Bu iddia üzerine, işten atılan güvenlik görevlisi Hakan Karakuş yeniden konuştu. Karakuş, daha önce hiçbir yolcu ile tartışma yaşamadığını belirterek, Tanrıkulu'nun bununla alakalı bir belge göndermesi halinde, ondan özür dileyeceğini söyledi. İşten çıkarılma sebeplerini belgelerle gösteren Karakuş, "milletvekili ile tartışmak, nöbet noktasını boş bırakmak, arama yapmaması sebep gösterilerek talimatlara aykırı davranmak" gibi gerekçelerde ihraç edildiğini söyledi.
Karakuş ayrıca önemli bir detayın da altını çizerek, disiplin kurulu toplanmadan 1 gün önce ihraç edildiğini, bu yüzden kurulda yaptığı savunmasının bir öneminin kalmadığını, göstermelik bir kurul olduğunu ifade etti. Öte yandan, Sezgin Tanrıkulu'nun güvenlik görevlisi ile tartışmadan önce, adres sorduğu büfe çalışanı kadını da azarladığı iddia edildi.
"KİMSEYE KABA DAVRANMADIM, BANA BUNU İSPATLASIN"

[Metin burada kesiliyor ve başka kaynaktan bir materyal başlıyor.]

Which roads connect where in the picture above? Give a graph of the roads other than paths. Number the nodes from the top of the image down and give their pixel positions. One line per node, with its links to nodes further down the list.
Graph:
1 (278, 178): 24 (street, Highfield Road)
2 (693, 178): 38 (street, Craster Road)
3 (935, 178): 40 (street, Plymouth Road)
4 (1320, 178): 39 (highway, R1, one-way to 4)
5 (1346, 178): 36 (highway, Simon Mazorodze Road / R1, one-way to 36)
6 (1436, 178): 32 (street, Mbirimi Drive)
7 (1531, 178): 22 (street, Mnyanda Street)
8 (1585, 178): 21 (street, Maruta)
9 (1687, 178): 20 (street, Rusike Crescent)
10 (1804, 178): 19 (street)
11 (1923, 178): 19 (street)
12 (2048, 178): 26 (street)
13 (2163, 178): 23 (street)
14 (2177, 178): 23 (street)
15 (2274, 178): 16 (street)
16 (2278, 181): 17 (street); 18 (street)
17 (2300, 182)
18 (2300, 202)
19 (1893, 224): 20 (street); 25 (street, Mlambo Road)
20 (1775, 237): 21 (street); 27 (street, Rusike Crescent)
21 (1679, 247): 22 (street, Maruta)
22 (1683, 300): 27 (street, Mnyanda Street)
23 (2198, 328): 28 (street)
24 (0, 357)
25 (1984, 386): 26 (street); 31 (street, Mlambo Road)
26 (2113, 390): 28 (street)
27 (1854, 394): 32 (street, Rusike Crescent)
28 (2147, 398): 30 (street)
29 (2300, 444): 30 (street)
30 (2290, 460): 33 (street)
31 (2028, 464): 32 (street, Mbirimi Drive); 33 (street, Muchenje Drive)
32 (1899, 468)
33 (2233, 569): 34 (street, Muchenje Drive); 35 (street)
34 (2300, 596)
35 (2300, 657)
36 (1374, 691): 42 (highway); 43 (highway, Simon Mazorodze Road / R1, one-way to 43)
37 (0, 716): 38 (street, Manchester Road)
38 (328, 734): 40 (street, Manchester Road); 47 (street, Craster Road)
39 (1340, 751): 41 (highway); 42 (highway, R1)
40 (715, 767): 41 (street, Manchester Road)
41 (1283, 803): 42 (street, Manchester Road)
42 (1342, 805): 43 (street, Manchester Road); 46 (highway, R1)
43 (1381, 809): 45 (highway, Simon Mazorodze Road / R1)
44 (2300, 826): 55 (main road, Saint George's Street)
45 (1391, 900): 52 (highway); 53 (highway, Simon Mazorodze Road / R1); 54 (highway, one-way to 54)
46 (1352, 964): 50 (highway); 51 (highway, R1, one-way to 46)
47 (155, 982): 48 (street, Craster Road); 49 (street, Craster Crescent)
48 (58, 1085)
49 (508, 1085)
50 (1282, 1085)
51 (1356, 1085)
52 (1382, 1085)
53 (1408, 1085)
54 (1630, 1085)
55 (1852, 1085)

CHP Milletvekili Sezgin Tanrıkulu'nun iddialarına yanıt veren Hakan Karakuş, "Ben kötü biri olduğumu düşünmüyorum. İşimi de layıkıyla yapmaya çalışan birisiydim. Milletvekilimizin akşamki konuşmalarını okuduğumda, 'Bana kaba davrandı' dediğini gördüm. Hayır, ben kimseye kaba davranmadım. Ben işimin gerekliliğini yaptım. Milletvekilimiz, kaba davrandığım, geçmişte de bu suçları işlediğime dair bir duyum aldığını ve ispatlı olduğunu söylüyor. Bana bunu ispatlasın. Benim bütün belgelerim elimde, burada. Ben kimseye kötü bir şekilde davranmadım. Ben ispatlıyorum. Benim daha önce yolcularla tartıştığımla alakalı bana bir belge göndersin, ondan özür dileyeyim, ayaklarına kapanayım. Ama ben işimi hakkıyla yapan bir insanım. Beni bu şekilde karalamaya çalışmasın. Beni özelden arayarak bana, 'Hakan, kusura bakma. Böyle bir şey oldu ama o an çok sinirliydim, kardeşim' demiş olsa kesinlikle bu olayı uzatmazdım. Olabilir, insanlık halidir, o da kötü bir gün geçirmiş olabilir. Her insan kötü günler geçiriyor. Hiçbir siyasi partiye üyeliğim yok. Hiçbir şekilde siyasi birilerinin de arkasına sığınmışlığım yok. İşimi sendika avukatlarıyla yürütüyorum. Emin olun, avukata verecek param da yok. Ben kovuldum. Bakmakla yükümlü olduğum ailemin ihtiyaçlarını karşılayamaz durumdayım" dedi.